Analysis of the synergy of two algorithms in comparison to their simulation in parallel

Question

Consider the following two algorithms for searching in a sorted array of $n$ elements:

A) interpolation search and binary search simulated in parallel, and

B) search through alternating interpolation steps and binary steps.

Both algorithms are of worst case complexity $2\lg n+1$ (and average complexity $2\lg\lg n$ for a reasonable distribution). Is there a complexity model which permits to separate those two algorithm (expressing when one is better than the other)? In particular, is there an example where the simulation in parallel is outperforming the mixed search algorithm?

---Some Basic Background---

1) Interpolation for element $x$ in a sorted array $T$ between position $i$ and $j$ makes a comparison at position $g=i+(j-i)/(T[j]-T[i])*(x-T[i])$, and reduces the search interval to $[i,g]$ or $]g,j]$ according to the result (as opposed to binary search, which compares $x$ to the element at position $(i+j)/2$.)

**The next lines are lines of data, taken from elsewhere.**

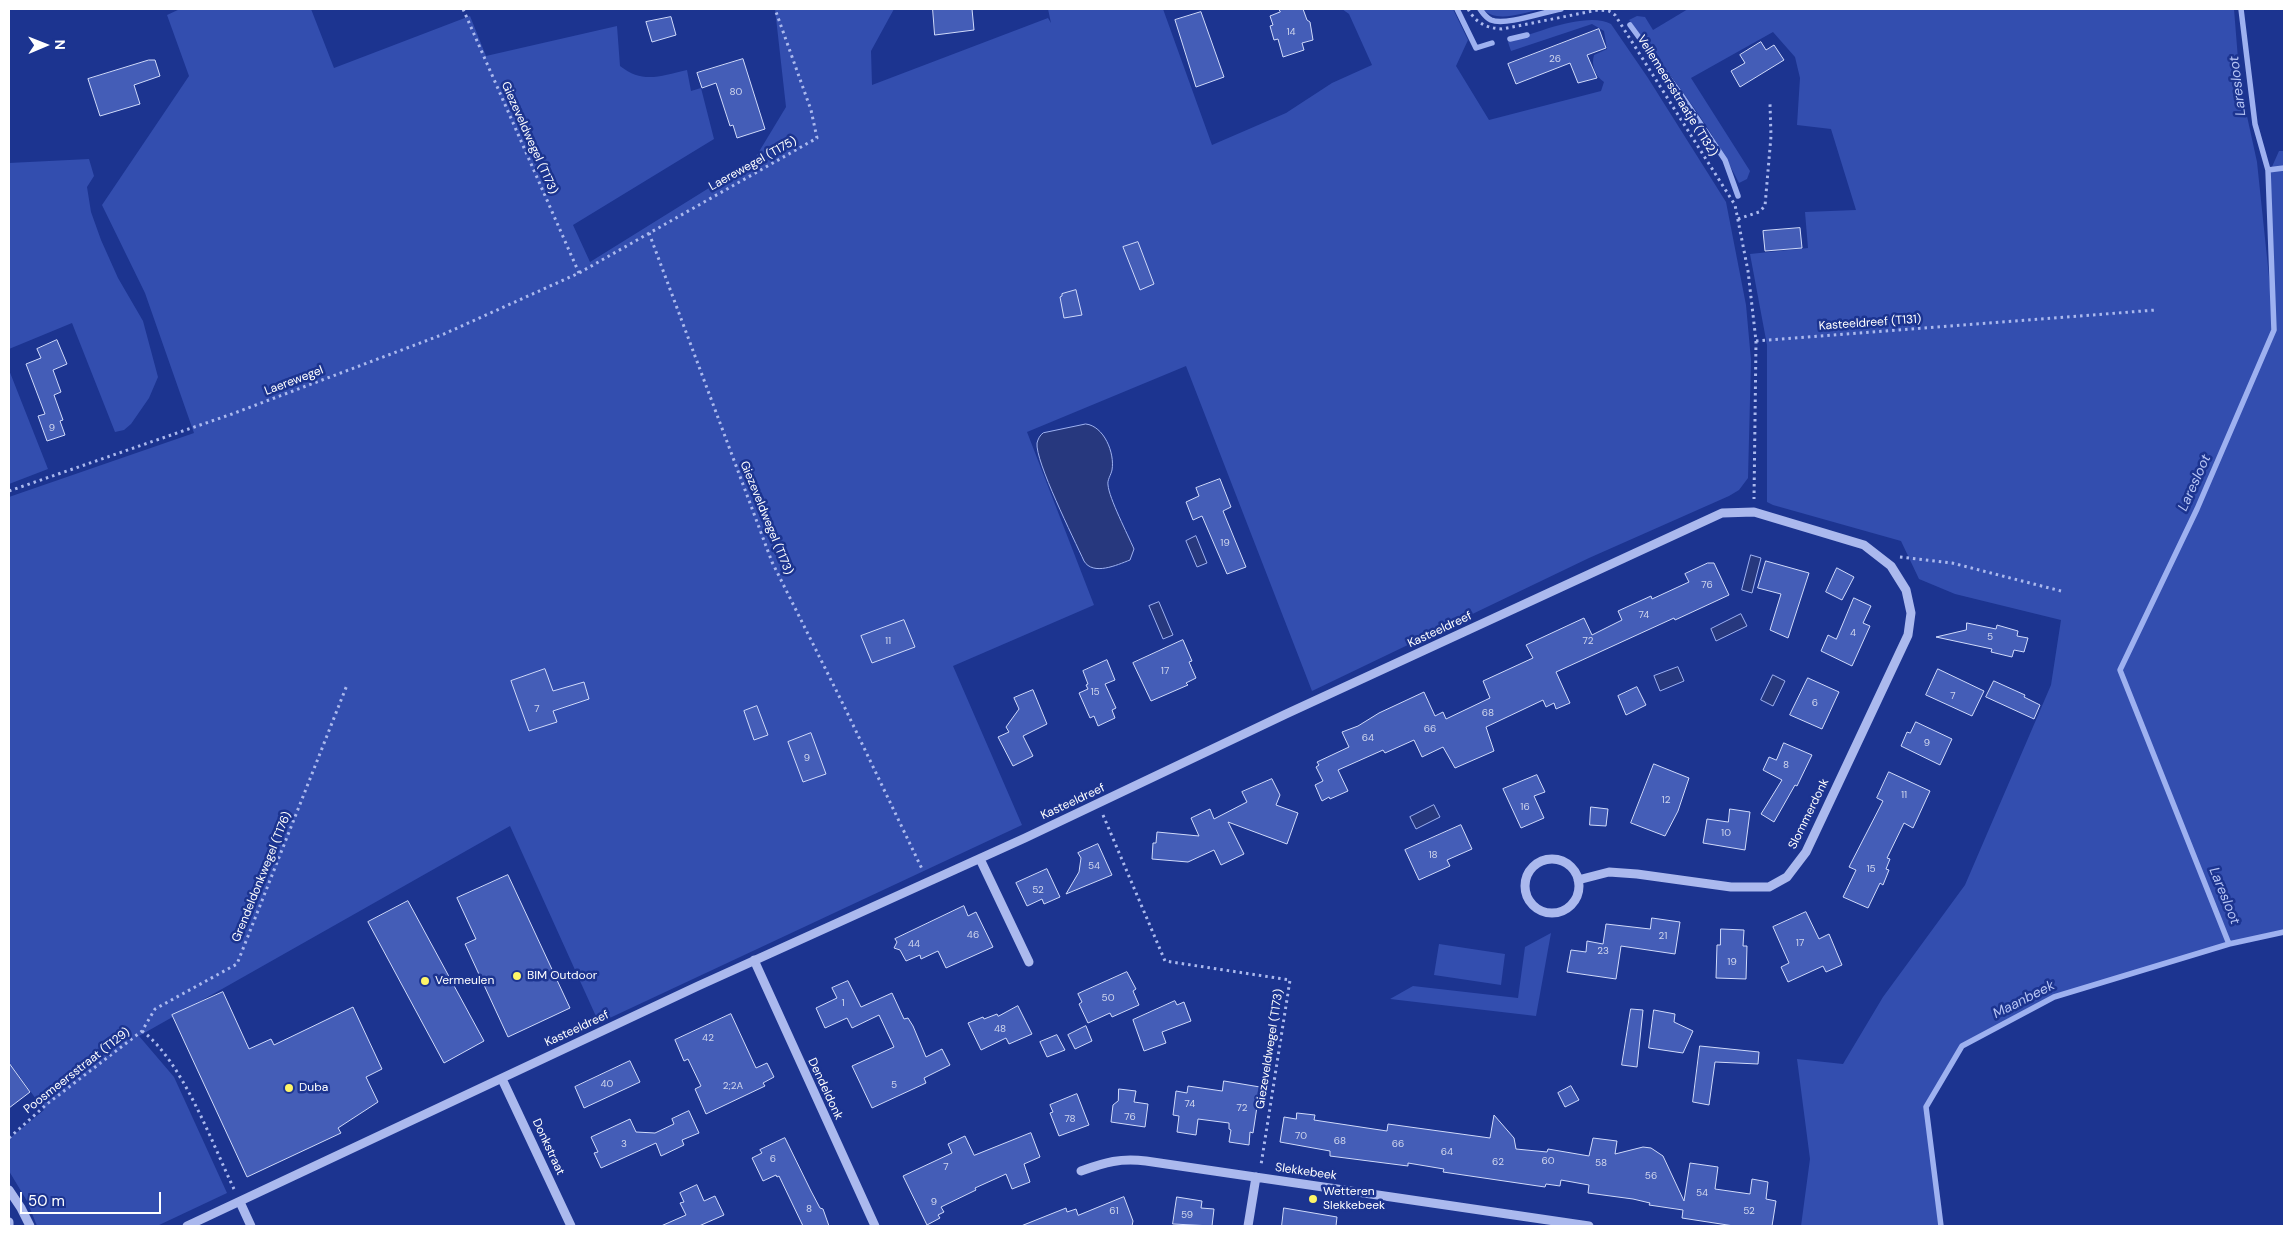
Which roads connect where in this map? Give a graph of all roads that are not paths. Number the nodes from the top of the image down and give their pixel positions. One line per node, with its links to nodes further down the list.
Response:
1 (1906, 590): 2 (street, Kasteeldreef); 3 (street, Slommerdonk)
2 (980, 859): 4 (street, Kasteeldreef); 5 (street)
3 (1578, 880): 3 (street)
4 (754, 960): 6 (street, Kasteeldreef); 17 (street, Dendeldonk)
5 (1029, 962)
6 (502, 1079): 10 (street, Kasteeldreef); 16 (street, Donkstraat)
7 (1081, 1171): 8 (street, Slekkebeek)
8 (1256, 1177): 18 (street); 19 (street, Slekkebeek)
9 (9, 1190): 13 (street)
10 (240, 1202): 14 (street, Kasteeldreef); 15 (street)
11 (9, 1222): 12 (street)
12 (9, 1226)
13 (30, 1226)
14 (187, 1226)
15 (251, 1226)
16 (571, 1226)
17 (875, 1226)
18 (1248, 1226)
19 (1589, 1226)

2) The worst case complexity of the search algorithm simulating in parallel binary search and interpolation search is $2\lg n+1$: Given two algorithms $A$ and $B$ of worst case complexities $f(n)$ and $g(n)$, the worst case of the parallel simulation of $A$ and $B$, stopping as soon as one terminates, has complexity $2\min\{f(n),g(n)\}\in O(\min{f(n),g(n)})$. The complexity of the search alternating steps from binary search and interpolation search is $2\lg n+1$ as well, because the search interval is at least reduced by two every two comparison.

Answer 1

In Willard's Searching Unindexed and Nonuniformly Generated Files in $\log \log N$ Time, he references a preliminary version (of the linked paper) entitled "Surprisingly efficient search algorithms for nonuniformly generated files" appearing at the 21st Allerton Conference on Communication Control and Computing in 1983, pp. 656-662. I can't find this paper on the web, but in the later (linked) version above, he says that the older paper shows that the synergy between binary and interpolation search can reduce search time to $o(\log n)$ for certain non-uniform distributions of record keys.

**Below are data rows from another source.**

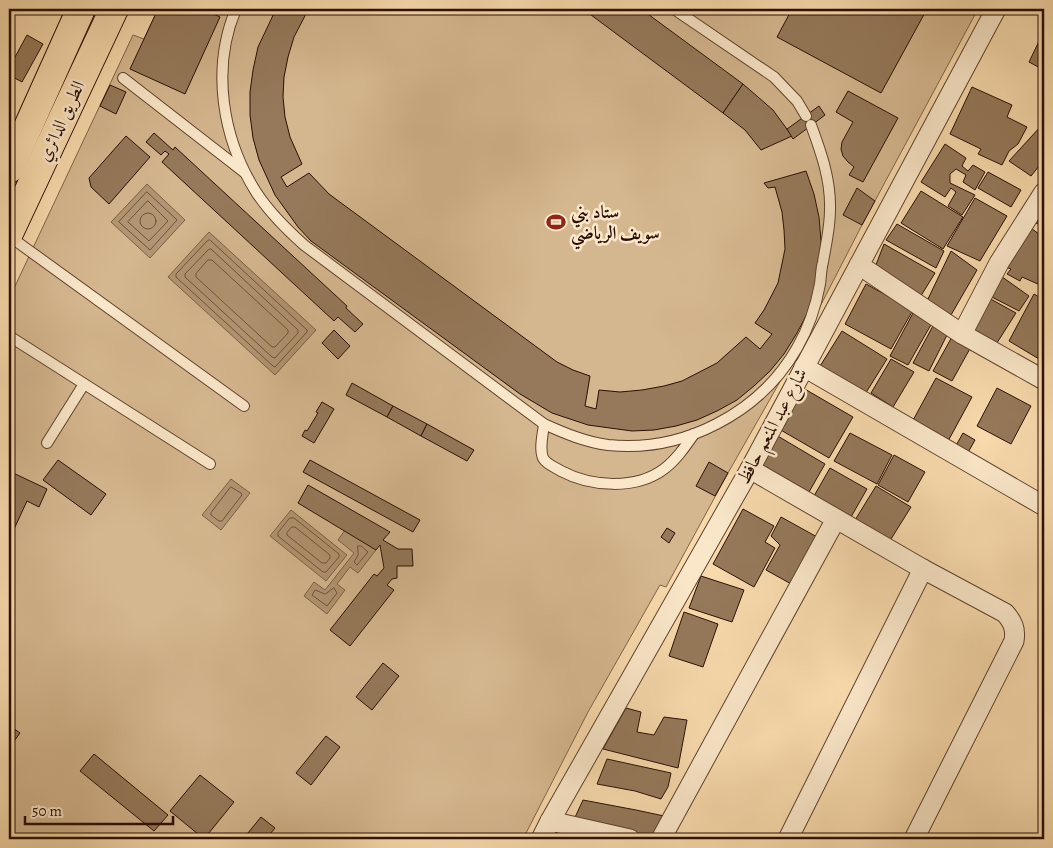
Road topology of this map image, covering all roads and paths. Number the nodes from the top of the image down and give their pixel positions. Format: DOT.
graph roads {
  1 [pos="81,9"];
  2 [pos="114,9"];
  3 [pos="236,9"];
  4 [pos="674,9"];
  5 [pos="996,9"];
  6 [pos="123,78"];
  7 [pos="9,169"];
  8 [pos="245,173"];
  9 [pos="1044,192"];
  10 [pos="9,235"];
  11 [pos="859,265"];
  12 [pos="962,334"];
  13 [pos="9,336"];
  14 [pos="804,367"];
  15 [pos="1044,380"];
  16 [pos="84,384"];
  17 [pos="244,406"];
  18 [pos="544,424"];
  19 [pos="694,434"];
  20 [pos="47,443"];
  21 [pos="210,464"];
  22 [pos="750,469"];
  23 [pos="1044,506"];
  24 [pos="836,520"];
  25 [pos="923,569"];
  26 [pos="550,821"];
  27 [pos="609,837"];
  28 [pos="541,839"];
  29 [pos="630,839"];
  30 [pos="660,839"];
  31 [pos="788,839"];
  32 [pos="914,839"];
  1 -- 7 [label="highway, الطريق الدائري"];
  2 -- 10 [label="highway, الطريق الدائري"];
  3 -- 8 [label="lane"];
  4 -- 19 [label="lane"];
  5 -- 11 [label="street, شارع عبد المنعم حافظ"];
  6 -- 8 [label="lane"];
  8 -- 18 [label="lane"];
  9 -- 12 [label="street"];
  10 -- 17 [label="lane"];
  11 -- 12 [label="street"];
  11 -- 14 [label="street, شارع عبد المنعم حافظ"];
  12 -- 15 [label="street"];
  13 -- 16 [label="lane"];
  14 -- 22 [label="street, شارع عبد المنعم حافظ"];
  14 -- 23 [label="street"];
  16 -- 20 [label="lane"];
  16 -- 21 [label="lane"];
  18 -- 19 [label="lane"];
  18 -- 19 [label="lane"];
  22 -- 24 [label="street"];
  22 -- 26 [label="street, شارع عبد المنعم حافظ"];
  24 -- 25 [label="street"];
  24 -- 30 [label="street"];
  25 -- 31 [label="street"];
  25 -- 32 [label="street"];
  26 -- 27 [label="street"];
  26 -- 28 [label="street, شارع عبد المنعم حافظ"];
  27 -- 29 [label="street"];
}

Specifically, call a PDF $\mu$ regular if there are $b_1, b_2, b_3, b_4$ such that $\mu(x) = 0$ for $x < b_1$ or $x > b_2$ and $\mu(x) \geq b_3 > 0$ and $|\mu\prime(x)| < b_4$ for $b_1 \leq x \leq b_2$. For data produced by regular PDFs, interpolation search takes $\Omega(\log n)$ expected time, while binary search takes $\Theta(\log n)$ expected time. Interleaving them, however, takes $O(\sqrt{\log n})$ expected time.

You may also be interested in Willard and Reif's "Parallel processing can be harmful: The unusual behavior of interpolation search", which shows that "parallel processing before the literally last iteration in the search of an unindexed ordered file has nearly no usefulness".